-- Data extract --
_____

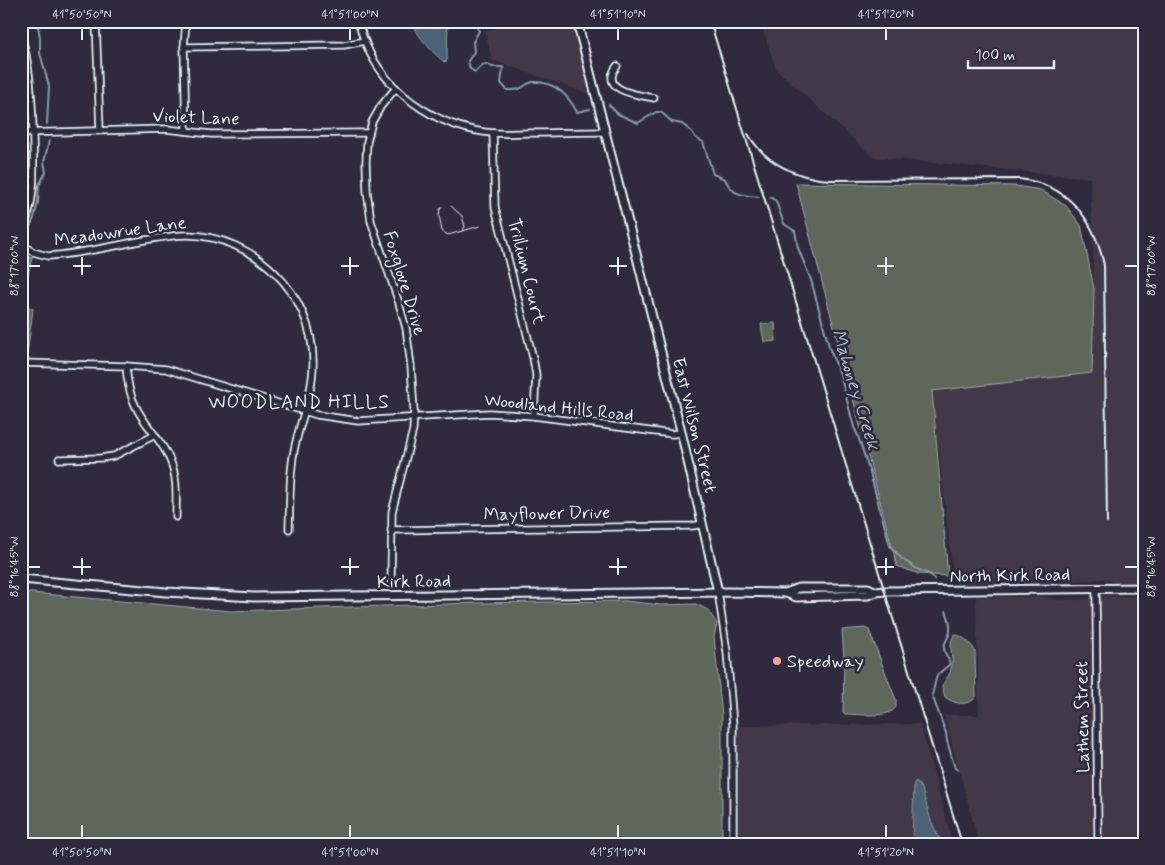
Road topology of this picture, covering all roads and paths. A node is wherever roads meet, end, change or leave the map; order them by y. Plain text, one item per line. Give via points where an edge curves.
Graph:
1 (96, 21) edge
2 (186, 21) edge
3 (358, 21) edge
4 (577, 21) edge
5 (21, 34) edge
6 (364, 41) junction
7 (184, 47) junction
8 (617, 66) dead end
9 (396, 88) junction
10 (654, 98) dead end
11 (100, 130) junction
12 (186, 131) junction
13 (604, 132) junction
14 (21, 133) edge
15 (33, 133) junction
16 (369, 133) junction
17 (493, 133) junction
18 (21, 232) edge
19 (21, 244) edge
20 (21, 363) edge
21 (126, 366) junction
22 (304, 411) junction
23 (534, 416) junction
24 (414, 418) junction
25 (681, 433) junction
26 (155, 435) junction
27 (59, 459) dead end
28 (176, 517) dead end
29 (703, 524) junction
30 (289, 529) dead end
31 (391, 530) junction
32 (21, 579) edge
33 (391, 583) dead end
34 (1144, 588) edge
35 (1096, 589) junction
36 (718, 592) junction
37 (733, 844) edge
38 (1098, 844) edge

1 - 11 street
2 - 7 street
3 - 6 street
4 - 13 street, East Wilson Street
5 - 15 street via 32,89
6 - 7 street via 344,45
6 - 9 street
7 - 12 street
8 - 10 street via 613,76 615,86
9 - 16 street, Foxglove Drive via 377,112
9 - 17 street via 446,121
11 - 12 street, Violet Lane
11 - 15 street, Violet Lane
12 - 16 street, Violet Lane via 211,134
13 - 17 street
13 - 25 street, East Wilson Street
14 - 15 street, Violet Lane
15 - 18 street via 34,188
16 - 24 street, Foxglove Drive via 366,162 368,202 406,328
17 - 23 street, Trillium Court via 495,207 533,358 536,375
19 - 22 street, Meadowrue Lane via 48,256 186,235 228,243 253,254 281,278 306,320 314,362
20 - 21 street, Woodland Hills Road
21 - 22 street, Woodland Hills Road via 173,370
21 - 26 street via 133,400
22 - 24 street, Woodland Hills Road via 358,421
22 - 30 street, Meadowrue Lane via 293,458
23 - 24 street, Woodland Hills Road via 489,412
23 - 25 street, Woodland Hills Road
24 - 31 street, Foxglove Drive via 392,512
25 - 29 street, East Wilson Street
26 - 27 street via 108,457
26 - 28 street via 174,472
29 - 31 street, Mayflower Drive
29 - 36 street, East Wilson Street
31 - 33 street, Foxglove Drive
32 - 36 street, Kirk Road via 254,597
34 - 35 street, North Kirk Road
35 - 36 street, North Kirk Road via 876,592 868,588 798,588 786,593
35 - 38 street, Lathem Street
36 - 37 street, East Wilson Street via 733,725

_____

-- Exercise --
Restate the full listing word for word, excluding images.

-- Task solution --
Road topology of this picture, covering all roads and paths. A node is wherever roads meet, end, change or leave the map; order them by y. Plain text, one item per line. Give via points where an edge curves.
Graph:
1 (96, 21) edge
2 (186, 21) edge
3 (358, 21) edge
4 (577, 21) edge
5 (21, 34) edge
6 (364, 41) junction
7 (184, 47) junction
8 (617, 66) dead end
9 (396, 88) junction
10 (654, 98) dead end
11 (100, 130) junction
12 (186, 131) junction
13 (604, 132) junction
14 (21, 133) edge
15 (33, 133) junction
16 (369, 133) junction
17 (493, 133) junction
18 (21, 232) edge
19 (21, 244) edge
20 (21, 363) edge
21 (126, 366) junction
22 (304, 411) junction
23 (534, 416) junction
24 (414, 418) junction
25 (681, 433) junction
26 (155, 435) junction
27 (59, 459) dead end
28 (176, 517) dead end
29 (703, 524) junction
30 (289, 529) dead end
31 (391, 530) junction
32 (21, 579) edge
33 (391, 583) dead end
34 (1144, 588) edge
35 (1096, 589) junction
36 (718, 592) junction
37 (733, 844) edge
38 (1098, 844) edge

1 - 11 street
2 - 7 street
3 - 6 street
4 - 13 street, East Wilson Street
5 - 15 street via 32,89
6 - 7 street via 344,45
6 - 9 street
7 - 12 street
8 - 10 street via 613,76 615,86
9 - 16 street, Foxglove Drive via 377,112
9 - 17 street via 446,121
11 - 12 street, Violet Lane
11 - 15 street, Violet Lane
12 - 16 street, Violet Lane via 211,134
13 - 17 street
13 - 25 street, East Wilson Street
14 - 15 street, Violet Lane
15 - 18 street via 34,188
16 - 24 street, Foxglove Drive via 366,162 368,202 406,328
17 - 23 street, Trillium Court via 495,207 533,358 536,375
19 - 22 street, Meadowrue Lane via 48,256 186,235 228,243 253,254 281,278 306,320 314,362
20 - 21 street, Woodland Hills Road
21 - 22 street, Woodland Hills Road via 173,370
21 - 26 street via 133,400
22 - 24 street, Woodland Hills Road via 358,421
22 - 30 street, Meadowrue Lane via 293,458
23 - 24 street, Woodland Hills Road via 489,412
23 - 25 street, Woodland Hills Road
24 - 31 street, Foxglove Drive via 392,512
25 - 29 street, East Wilson Street
26 - 27 street via 108,457
26 - 28 street via 174,472
29 - 31 street, Mayflower Drive
29 - 36 street, East Wilson Street
31 - 33 street, Foxglove Drive
32 - 36 street, Kirk Road via 254,597
34 - 35 street, North Kirk Road
35 - 36 street, North Kirk Road via 876,592 868,588 798,588 786,593
35 - 38 street, Lathem Street
36 - 37 street, East Wilson Street via 733,725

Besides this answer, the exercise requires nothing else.